In this tutorial, we will focus on parsing and conversion of Cantonese characters for Jyutping romanization.

## What is Jyutping?

Jyutping was developed by the Linguistic Society of Hong Kong as a romanization system for Cantonese for the purpose of representing tone and pronuncation of Chinese characters. Each Jyutping representation typically consists of an initial (generally a consonant), a final (generally a series of vowels and/or consonants), and a tone (represented as a number between 1 and 6). Tones are particularly important in Cantonese as the tone can change the meaning of a word entirely (e.g., sik1 means "to know" and sik3 means "to eat"). Context is often important for machine translation to identify the correct tone for a word in Cantonese, which is something that PyCantonese is able to handle.
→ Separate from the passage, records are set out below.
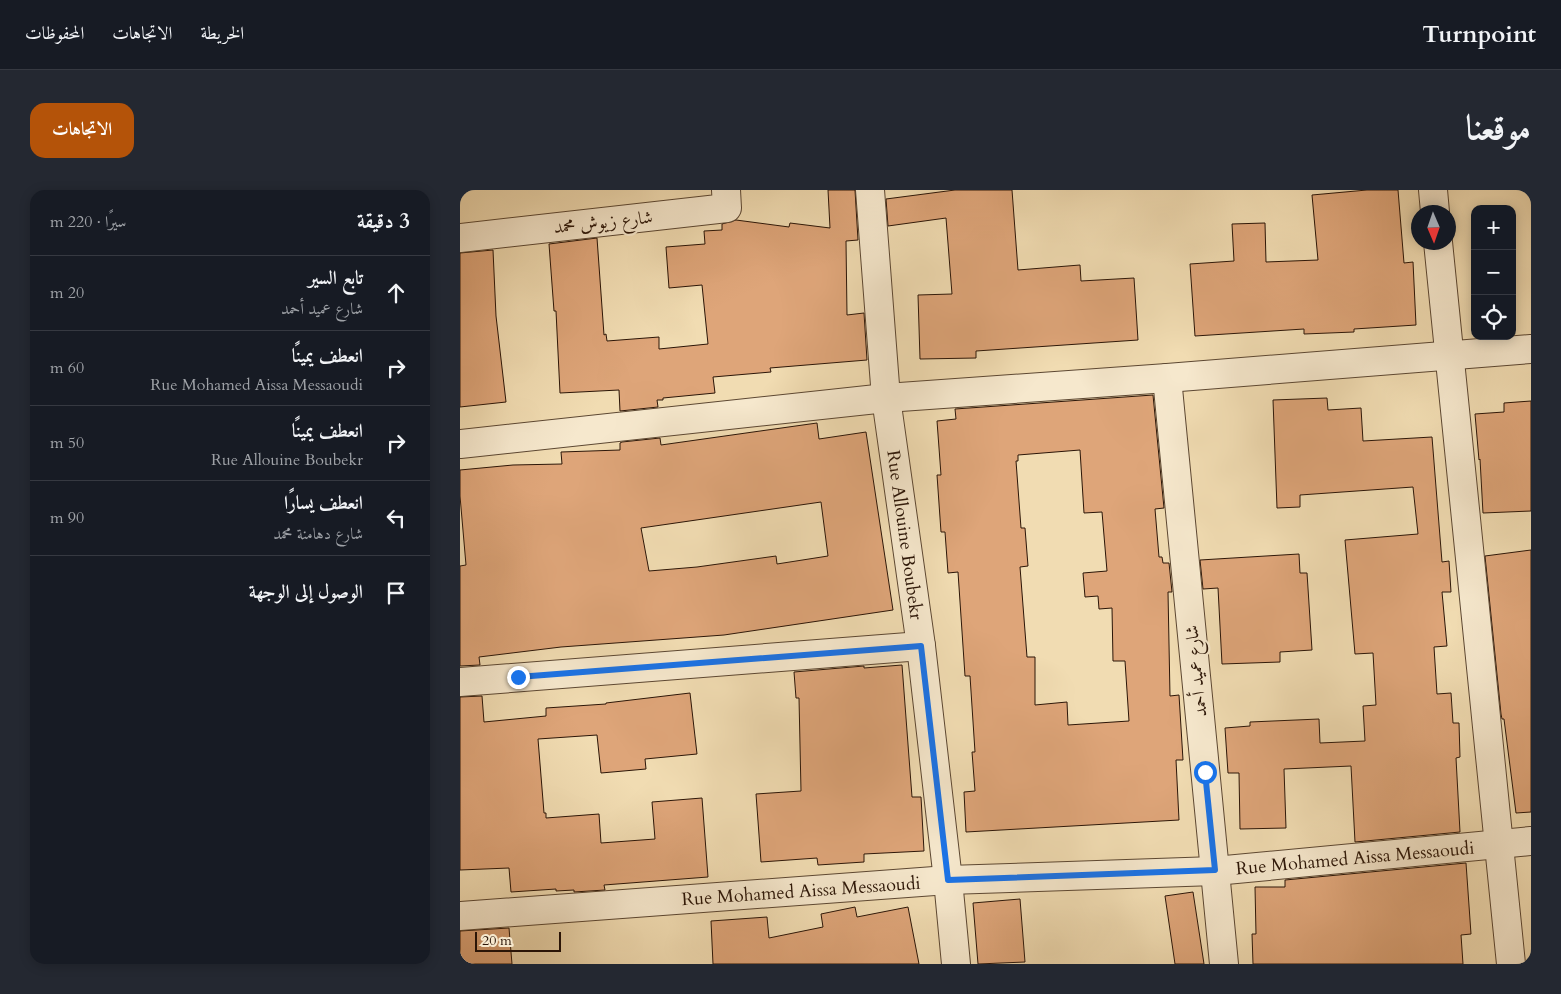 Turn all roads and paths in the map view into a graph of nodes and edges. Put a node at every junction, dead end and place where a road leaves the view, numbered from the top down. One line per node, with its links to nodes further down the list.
1 (726, 190): 5 (street, شارع زيوش محمد)
2 (870, 190): 10 (street, Rue Allouine Boubekr)
3 (1433, 190): 4 (street)
4 (1434, 205)
5 (460, 238)
6 (1439, 250): 8 (street)
7 (1531, 349): 8 (street)
8 (1449, 356): 9 (street); 15 (street)
9 (1167, 378): 10 (street); 16 (street, شارع عميد أحمد)
10 (886, 398): 11 (street); 12 (street, Rue Allouine Boubekr)
11 (460, 444)
12 (921, 646): 13 (street); 17 (street, Rue Allouine Boubekr)
13 (460, 682)
14 (1531, 841): 15 (street, Rue Mohamed Aissa Messaoudi)
15 (1499, 844): 16 (street, Rue Mohamed Aissa Messaoudi); 21 (street)
16 (1215, 870): 17 (street, Rue Mohamed Aissa Messaoudi); 20 (street, شارع عميد أحمد)
17 (948, 880): 18 (street, Rue Mohamed Aissa Messaoudi); 19 (street, Rue Allouine Boubekr)
18 (460, 916)
19 (956, 964)
20 (1224, 964)
21 (1511, 964) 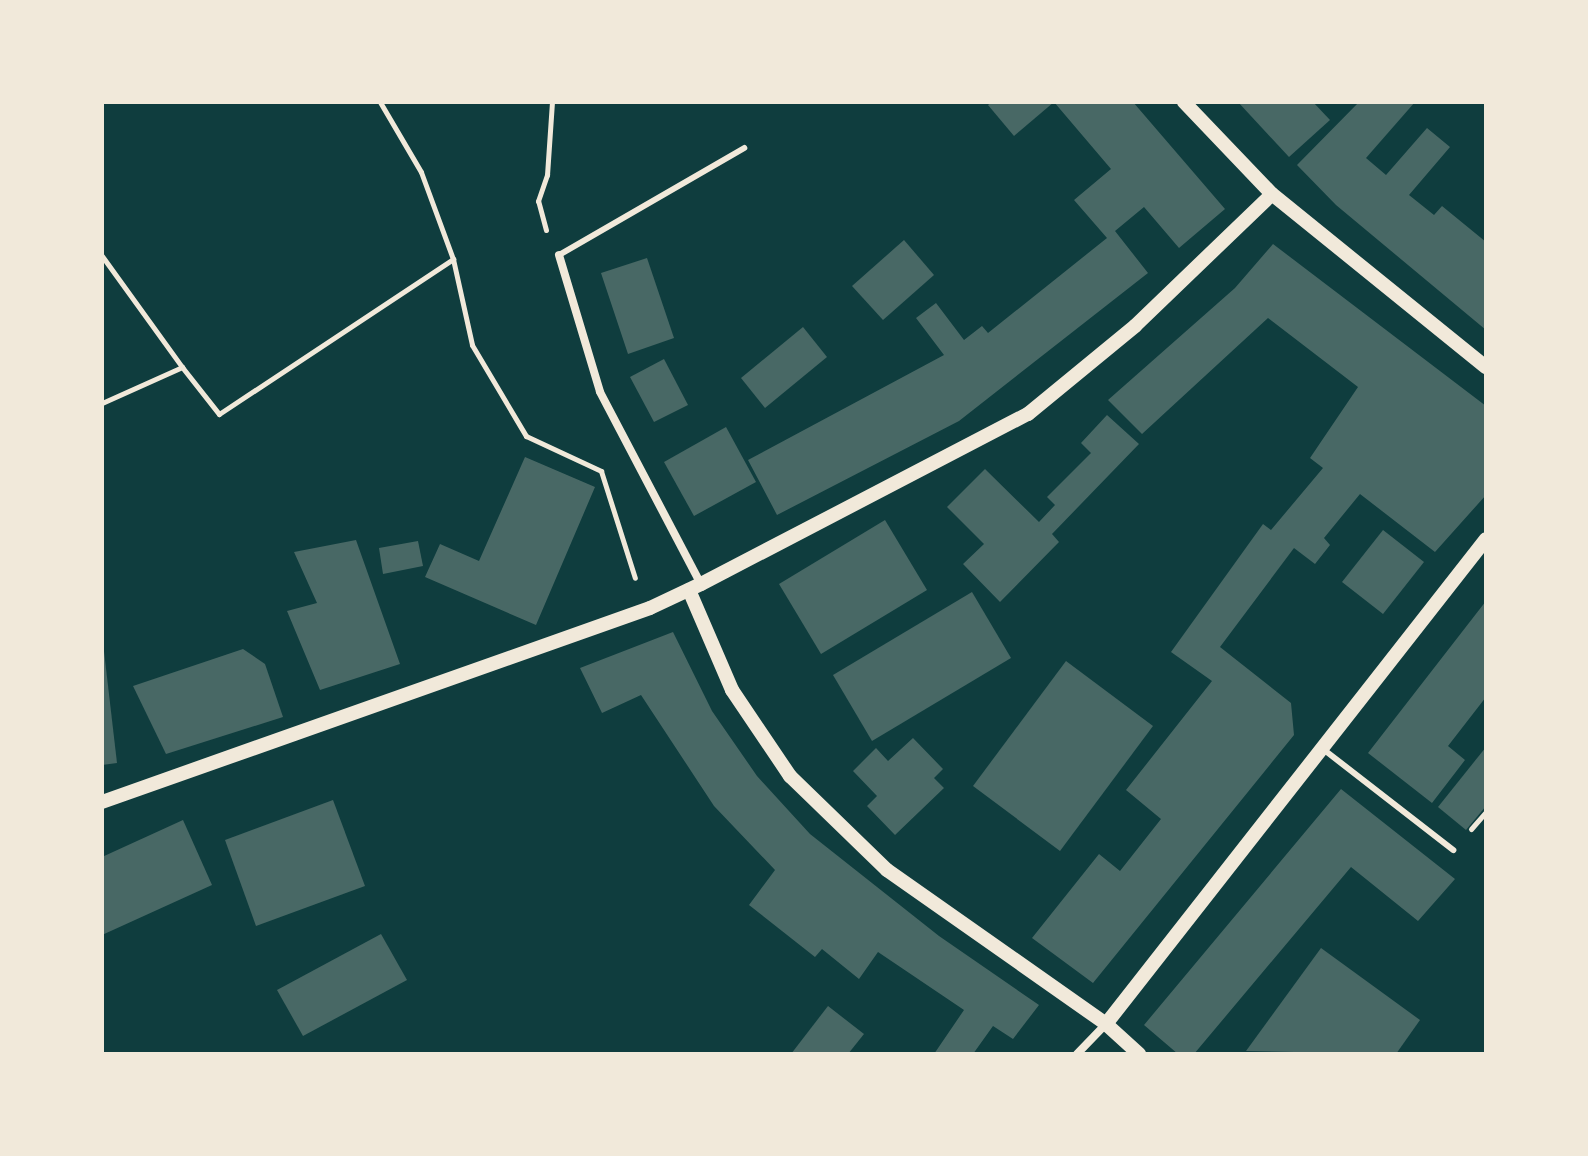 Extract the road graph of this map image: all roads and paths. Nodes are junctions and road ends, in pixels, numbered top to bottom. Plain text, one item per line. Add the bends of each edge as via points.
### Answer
1 (380, 102) edge
2 (552, 102) edge
3 (1184, 102) edge
4 (744, 148) dead end
5 (1272, 194) junction
6 (559, 255) junction
7 (102, 256) edge
8 (453, 259) junction
9 (182, 367) junction
10 (1486, 367) edge
11 (102, 403) edge
12 (1486, 539) edge
13 (695, 587) junction
14 (650, 608) junction
15 (1320, 746) junction
16 (102, 802) edge
17 (1453, 850) dead end
18 (1106, 1024) junction
19 (1077, 1054) edge
20 (1139, 1054) edge

1 - 8 path via 421,172
2 - 6 path via 547,175 538,201
3 - 5 street
4 - 6 lane
5 - 10 street
5 - 13 street via 1135,326 1028,414
6 - 13 street via 600,392
7 - 9 path
8 - 9 path via 219,414
8 - 14 path via 472,345 526,436 601,471
9 - 11 path
12 - 15 street
13 - 14 street
13 - 18 street via 732,690 790,776 887,870
14 - 16 street
15 - 17 lane
15 - 18 street
18 - 19 street
18 - 20 street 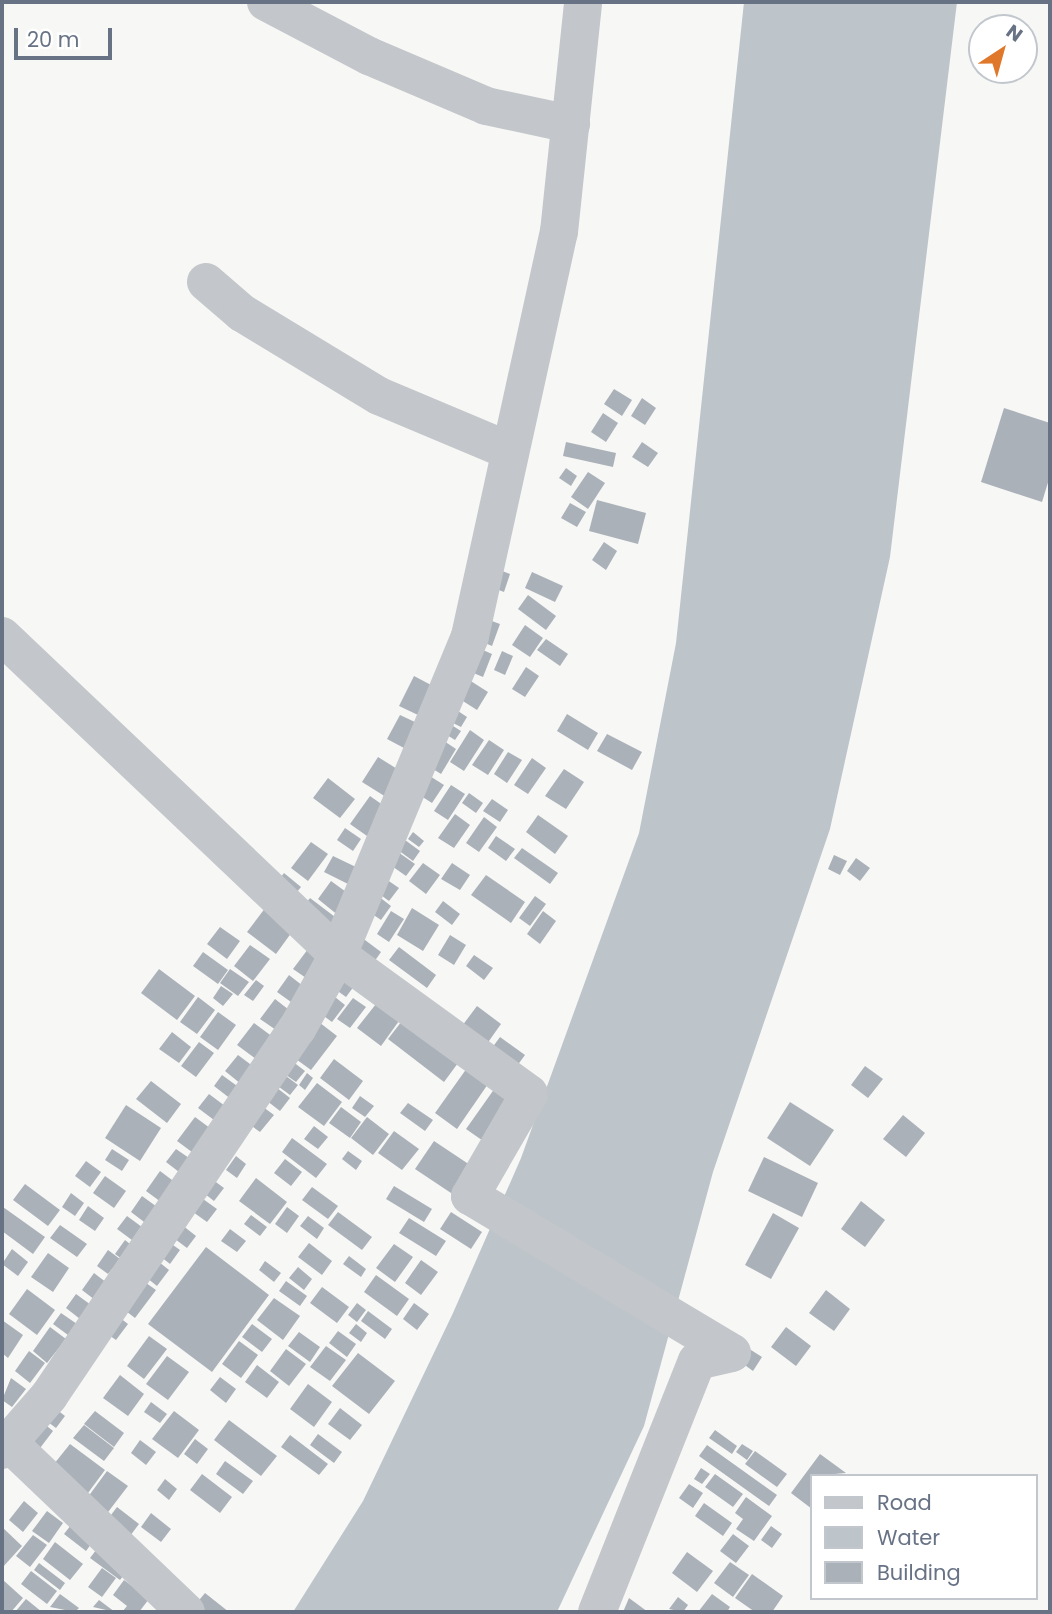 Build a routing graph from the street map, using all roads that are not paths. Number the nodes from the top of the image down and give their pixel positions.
1 (266, 2) edge
2 (583, 2) edge
3 (571, 124) junction
4 (206, 282) dead end
5 (510, 451) junction
6 (2, 636) edge
7 (338, 955) junction
8 (5, 1446) edge
9 (186, 1612) edge
10 (597, 1612) edge

1 - 3 street
2 - 3 street
3 - 5 street
4 - 5 street
5 - 7 street
6 - 7 street
7 - 8 street
7 - 10 street
8 - 9 street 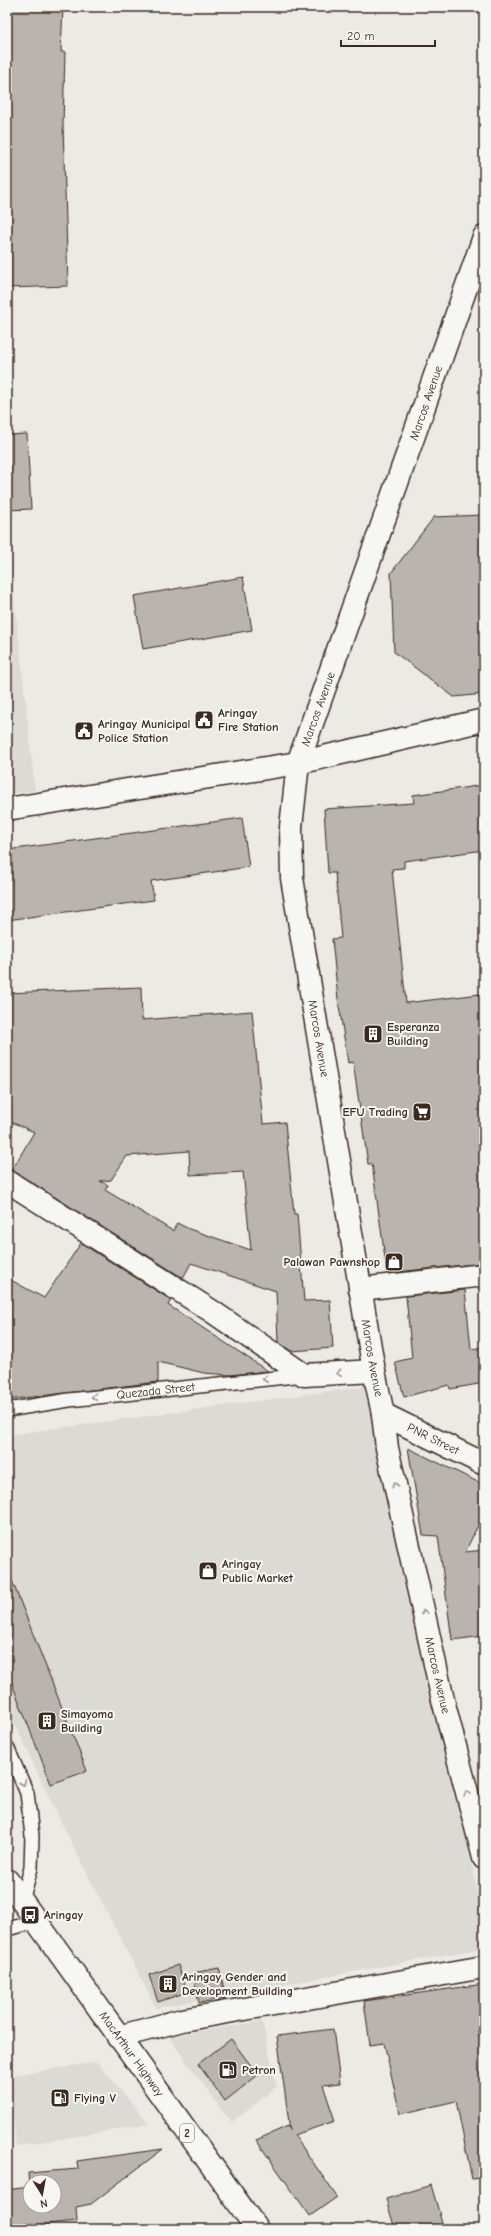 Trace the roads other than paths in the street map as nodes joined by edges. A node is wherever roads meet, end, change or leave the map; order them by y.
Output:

It is important to note that Jyutping is not the only method of romanization for Cantonese. Once characters have been romanized to Jyutping in PyCantonese, the tool can then convert the Jyutping into Yale or TIPA. We will not cover that in this tutorial; see the following page for more information:

* [Yale Conversion](https://pycantonese.org/jyutping.html#jyutping-to-yale-conversion)
* [TIPA Conversion](https://pycantonese.org/jyutping.html#jyutping-to-tipa-conversion)

## Download and Install

Let's start by downloading the PyCantonese library.

In [14]:
pip install --upgrade pycantonese

Note: you may need to restart the kernel to use updated packages.


Next, let's import it.

In [16]:
import pycantonese

## Romanizing Chinese Characters to Jyutping

PyCantonese has a built-in function called `characters_to_jyutping()` that takes a string in Cantonese represented by Chinese characters and returns the Jyutping romanization. Word segmentation happens in the background of this function and the Jyutping is returned as a list of tuples. Let's run an example from the PyCantonese website.

In [23]:
pycantonese.characters_to_jyutping('香港人講廣東話')  # "Hongkongers speak Cantonese"

[('香港人', 'hoeng1gong2jan4'), ('講', 'gong2'), ('廣東話', 'gwong2dung1waa2')]